I “pattugliamenti congiunti” di FRONTEX ( che comprende solo unità aeronavali di paesi appartenenti all’Unione Europea) non vanno comunque confusi con i “pattugliamenti congiunti” italo- libici, frutto dei recenti accordi bilaterali tra questi due paesi, ma possono facilmente sovrapporsi e confondersi pur prevedendo diverse regole di ingaggio. Quello che è certo è che, a differenza degli anni passati, la vita dei migranti e l’accesso ad un “porto sicuro( place of safety) dove è possibile fare valere una richiesta di asilo, non è più una priorità assoluta. Non lo è più per le autorità italiane, come confermano i respingimenti collettivi verso la Libia e neppure per le autorità maltesi, che in passato hanno negato persino l’evidenza per sottrarsi ai propri obblighi di accoglienza, rifiutando l’ormeggio a La Valletta o aiutando attivamente molte imbarcazioni cariche di migranti a proseguire pericolosamente verso la Sicilia. Le unità di FRONTEX nelle loro operazioni periodiche fanno base proprio a Malta e non è difficile pensare che anche loro, se operanti in zona SAR ( ricerca e soccorso) maltese, siano comunque sottoposte al “coordinamento” delle autorità maltesi.

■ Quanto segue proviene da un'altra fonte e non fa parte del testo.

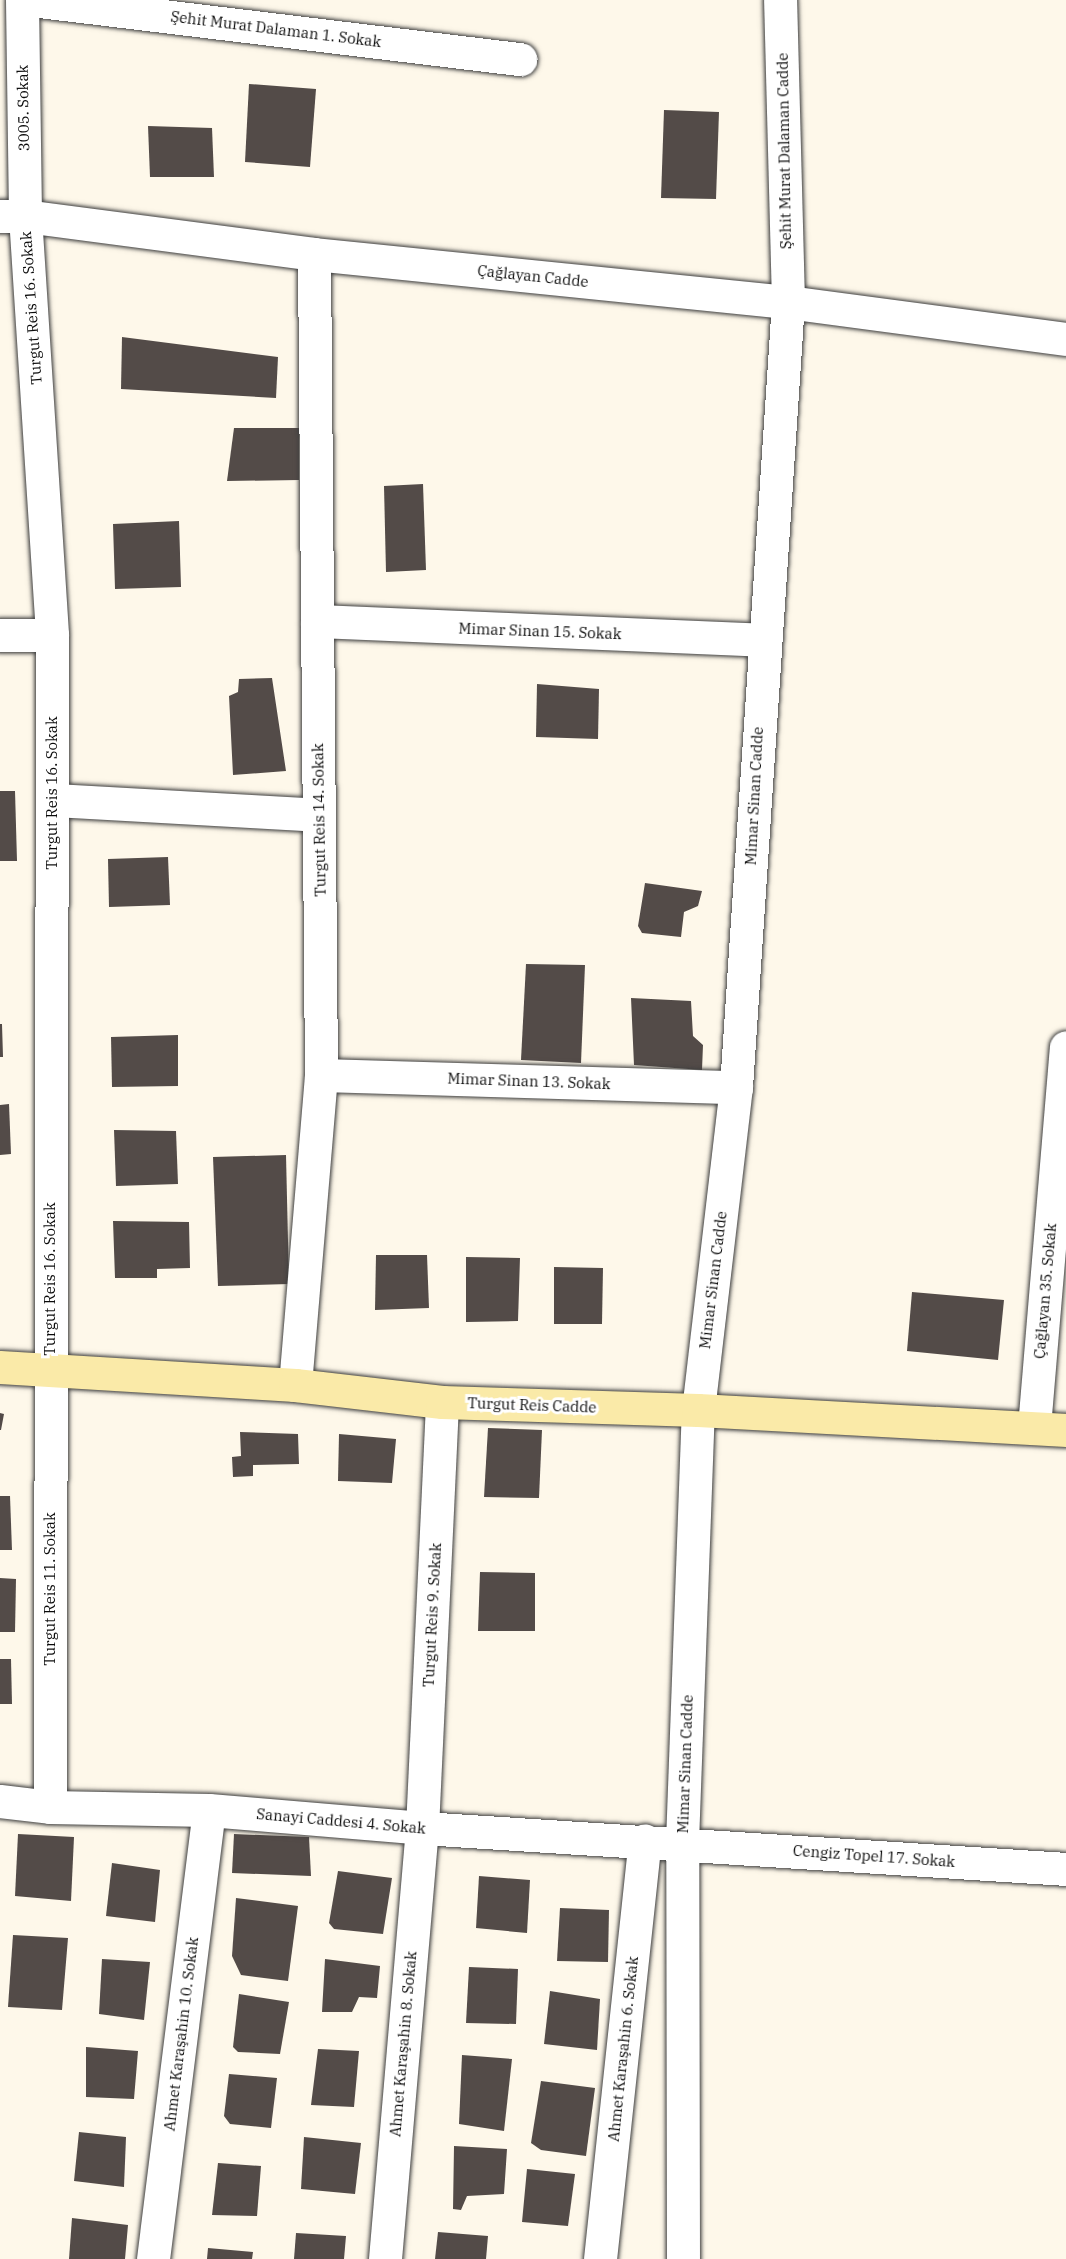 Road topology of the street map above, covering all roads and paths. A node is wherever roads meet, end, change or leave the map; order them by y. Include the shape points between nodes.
1 (22, 0) edge
2 (31, 0) edge
3 (780, 0) edge
4 (520, 59) dead end
5 (12, 216) edge
6 (314, 254) junction
7 (788, 302) junction
8 (1066, 339) edge
9 (317, 621) junction
10 (0, 634) edge
11 (52, 635) junction
12 (764, 640) junction
13 (53, 800) junction
14 (319, 815) junction
15 (1066, 1047) edge
16 (321, 1075) junction
17 (736, 1088) junction
18 (0, 1367) edge
19 (50, 1370) junction
20 (295, 1385) junction
21 (442, 1402) junction
22 (698, 1410) junction
23 (1034, 1427) junction
24 (1066, 1430) edge
25 (0, 1801) edge
26 (50, 1807) junction
27 (208, 1810) junction
28 (422, 1828) junction
29 (645, 1840) junction
30 (682, 1842) junction
31 (1066, 1869) edge
32 (153, 2259) edge
33 (385, 2259) edge
34 (600, 2259) edge
35 (682, 2259) edge

1 - 5 street, 3005. Sokak
2 - 4 street, Şehit Murat Dalaman 1. Sokak
3 - 7 street, Şehit Murat Dalaman Cadde
5 - 6 street, Çağlayan Cadde
5 - 11 street, Turgut Reis 16. Sokak
6 - 7 street, Çağlayan Cadde
6 - 9 street, Turgut Reis 14. Sokak
7 - 8 street, Çağlayan Cadde
7 - 12 street, Mimar Sinan Cadde
9 - 12 street, Mimar Sinan 15. Sokak
9 - 14 street, Turgut Reis 14. Sokak
10 - 11 street
11 - 13 street, Turgut Reis 16. Sokak
12 - 17 street, Mimar Sinan Cadde
13 - 14 street
13 - 19 street, Turgut Reis 16. Sokak
14 - 16 street, Turgut Reis 14. Sokak
15 - 23 street, Çağlayan 35. Sokak
16 - 17 street, Mimar Sinan 13. Sokak
16 - 20 street, Turgut Reis 14. Sokak
17 - 22 street, Mimar Sinan Cadde
18 - 19 street, Turgut Reis Cadde
19 - 20 street, Turgut Reis Cadde
19 - 26 street, Turgut Reis 11. Sokak
20 - 21 street, Turgut Reis Cadde
21 - 22 street, Turgut Reis Cadde
21 - 28 street, Turgut Reis 9. Sokak
22 - 23 street, Turgut Reis Cadde
22 - 30 street, Mimar Sinan Cadde
23 - 24 street, Turgut Reis Cadde
25 - 26 street, Sanayi Caddesi 4. Sokak
26 - 27 street, Sanayi Caddesi 4. Sokak
27 - 28 street, Sanayi Caddesi 4. Sokak
27 - 32 street, Ahmet Karaşahin 10. Sokak
28 - 29 street, Sanayi Caddesi 4. Sokak
28 - 33 street, Ahmet Karaşahin 8. Sokak
29 - 30 street, Sanayi Caddesi 4. Sokak
29 - 34 street, Ahmet Karaşahin 6. Sokak
30 - 31 street, Cengiz Topel 17. Sokak
30 - 35 street, Mimar Sinan Cadde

Con quali risultati non è solo questa ultima tragedia a testimoniarlo.

Di certo, e questo nessuno potrà smentirlo, se lo scorso anno nella fascia tra le 90 e le 60 miglia a sud di Lampedusa le unità militari italiane, soprattutto la Marina Militare e la Guardia Costiera avevano tratto in salvo decine di migliaia di persone poi ammesse in Italia alla procedura di asilo con esito in maggior parte favorevole, o che comunque avevano ottenuto uno status di protezione internazionale, come somali, sudanesi, eritrei, nigeriani, negli ultimi tre mesi, dopo l’entrata in vigore del Patto di amicizia italo-libico ( e del protocollo operativo del 2007 che espressamente richiama), in quella stessa fascia di mare non si sono registrati casi di salvataggio, con successivo trasferimento in un porto italiano, ma numerosi casi di respingimento collettivo, vietato da tutte le Convenzioni internazionali e in particolare dal Protocollo n. 4 allegato alla Convenzione Europea a salvaguardia dei diritti dell’Uomo, Convenzione alla quale sia l’Italia che Malta sono soggette, anche quando si avvalgono della esternalizzazione delle pratiche di respingimento alle autorità libiche. Presto, appena sarà possibile raccogliere tutte le testimonianze ed individuare i parenti delle vittime, arriveranno le denunce alle Corti internazionali, ma è possibile che nessun giudice penale italiano ravvisi in tutto questo un comportamento illecito sanzionabile anche all’interno del nostro ordinamento?